Update Employment Law March 2023
Work Break in the smoking area may be subject to accident insurance (Unfallversicherung) as an occupational accident (Arbeitsunfall)
Where does the spatio-temporal environment of specific operational hazards end and where does "self-efficiency" begin? The Regional Social Court of Baden-Württemberg ("LSG") had to deal with this in a decision from February 2023 and decided that a specific occupational hazard can also materialize during the stay in the smoking area, which is subject to accident insurance coverage (see LSG Baden-Württemberg, verdict dated on February 27, 2023 – file number L 1 U 2032/22).
Accidents at work are only covered by accident insurance if the accident occurs in the temporal and material context of the employee's work performance. So-called self-serving activities that only serve the employee are not covered.
Facts of the case
The decision was - briefly described - based on the following facts:
The plaintiff was employed as a fitter by his employer. In the course of this work, there were occasional periods of idle time. During these periods, the plaintiff was allowed to leave his workplace and be ready for assignments on the employer's premises.
On one day in January 2021, the plaintiff, who does not smoke himself, went to the outdoor area of the company premises and sought out the "smoking island" there to keep company with a colleague who was smoking there.
While the plaintiff was talking to the colleague, he was hit by a forklift loaded with a mesh box. As a result, the plaintiff went down and sustained several fractures that required surgical treatment.
The exact circumstances of the accident remained unclear at trial. The employer and the plaintiff put forward different courses of events.
Decision of the LSG Baden-Württemberg
The LSG ruled that the plaintiff had suffered an accident at work, which was covered by accident insurance. At the time of the accident, the plaintiff was not engaged in any activity that could be directly attributed to an insured activity, but there was a specific context of danger that could be attributed to the insured activity.
The LSG takes an evaluative view, according to which a risk arises from the sphere of the insured activity and is therefore attributable to it. Thus, insurance coverage is not completely excluded in the case of self-sufficient activities. In particular, a "special operating risk" can also arise in the course of business activities. Such special operational hazards can arise, for example, from operational equipment such as buildings and machines.
The insurance protection then results from the meaning and purpose of the accident insurance, which is to insure the employee against operational hazards to which the employees are exposed due to their employment.

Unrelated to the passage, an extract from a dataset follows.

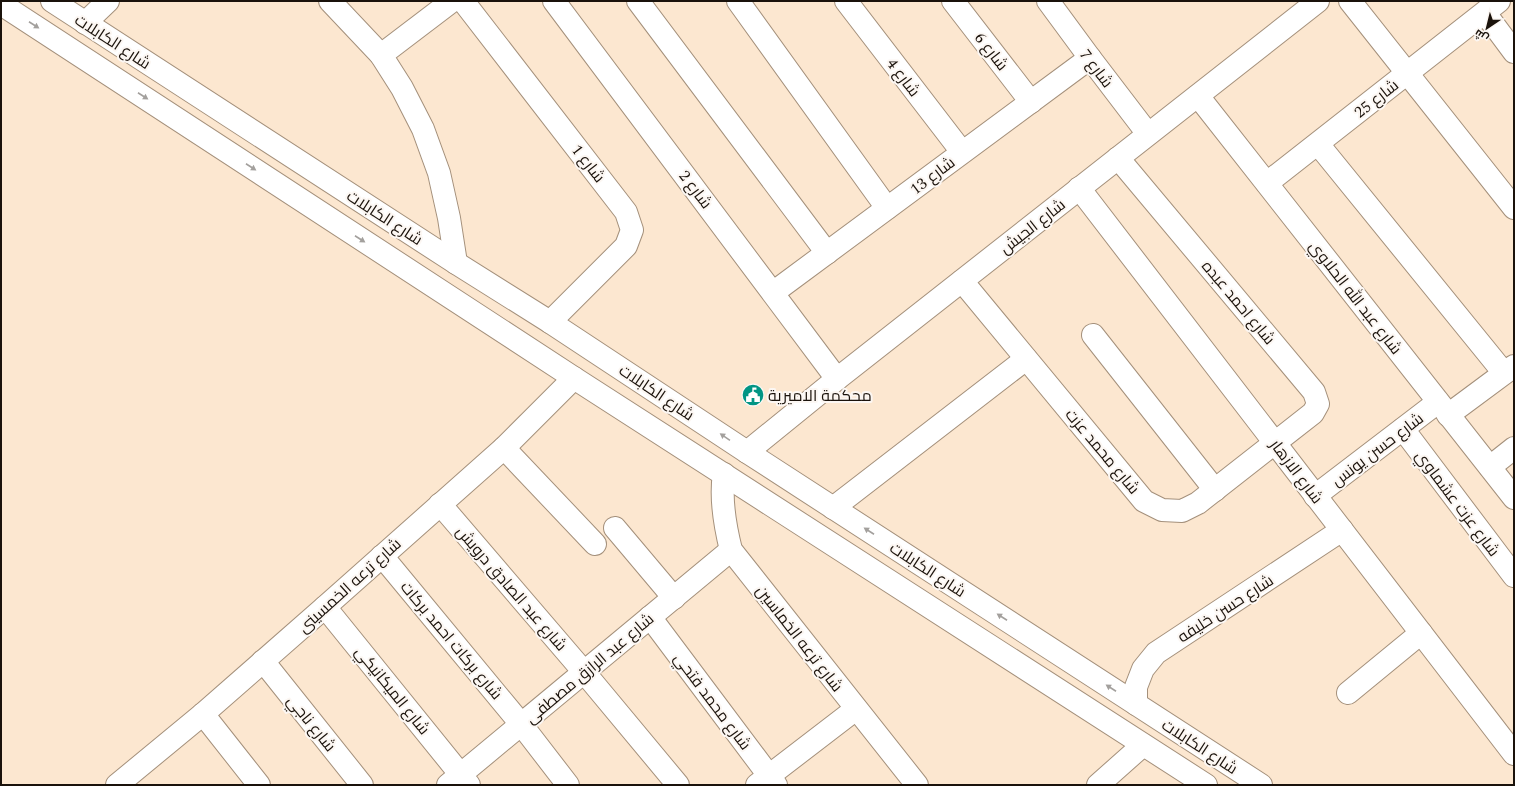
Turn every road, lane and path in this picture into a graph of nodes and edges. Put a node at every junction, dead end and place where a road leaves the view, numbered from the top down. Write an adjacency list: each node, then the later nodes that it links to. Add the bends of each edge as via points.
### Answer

Thus, the forklift represents an objectively dangerous piece of operating equipment, the use of which is a "special operating hazard." On its website, the German Social Accident Insurance also assumes a high risk potential of forklifts. According to this, the danger of forklifts is increased and proven in comparison to general road traffic and is also the subject of special accident prevention regulations.
There was also a close temporal and spatial connection with the plaintiff's insured activity when he was on the smoking island. The plaintiff had taken a break at a place specifically set up for this purpose. He could then also rely on the fact that the designated break location was safe and that all operational hazards had been eliminated there. The break had also been necessary precisely because of the insured activity, so that there was a sufficient link between the insured activity and the accident. Continued work was favoured by the mental and physical recovery.
Does the decision mean that all activities performed by employees on company premises are now protected by accident insurance? No!
The LSG draws a comparison to the break times in the break room for food intake, which are insured according to the verdicts of the Federal Social Court (see verdict dated on January 1, 1976 – file number 2 RU 101/75) and points out in the verdict itself that there are of course still limits to insurance protection. The LSG only attributed the actually self-economic activity of "grabbing air" to the insured activity because the break serves to maintain the working capacity and was performed in a break area specially provided for this purpose.
Accordingly, purely self-serving activities without "recreational reference" are not subject to the protection of the accident insurance (for example, when an employee jacked up the private car on the lifting platform of the employer to perform a check). Also, such actions, which are self-economical by a clear caesura, are not subject to the insurance protection of the accident insurance. For example, an employee who suffered injuries after a scuffle due to a parked factory entrance tried to claim this as an occupational accident, which the social court Berlin rejected (see verdict dated on February 16, 2023 – file number S 98 U 50/21).
The LSG has allowed the appeal to the Federal Social Court, since it has not yet been clarified by the highest court whether insurance protection only exists at the workplace or also far away from it if the employee takes a permissible break. In this respect, it remains to be seen whether the extension of insurance coverage will be "upheld" by the Federal Social Court.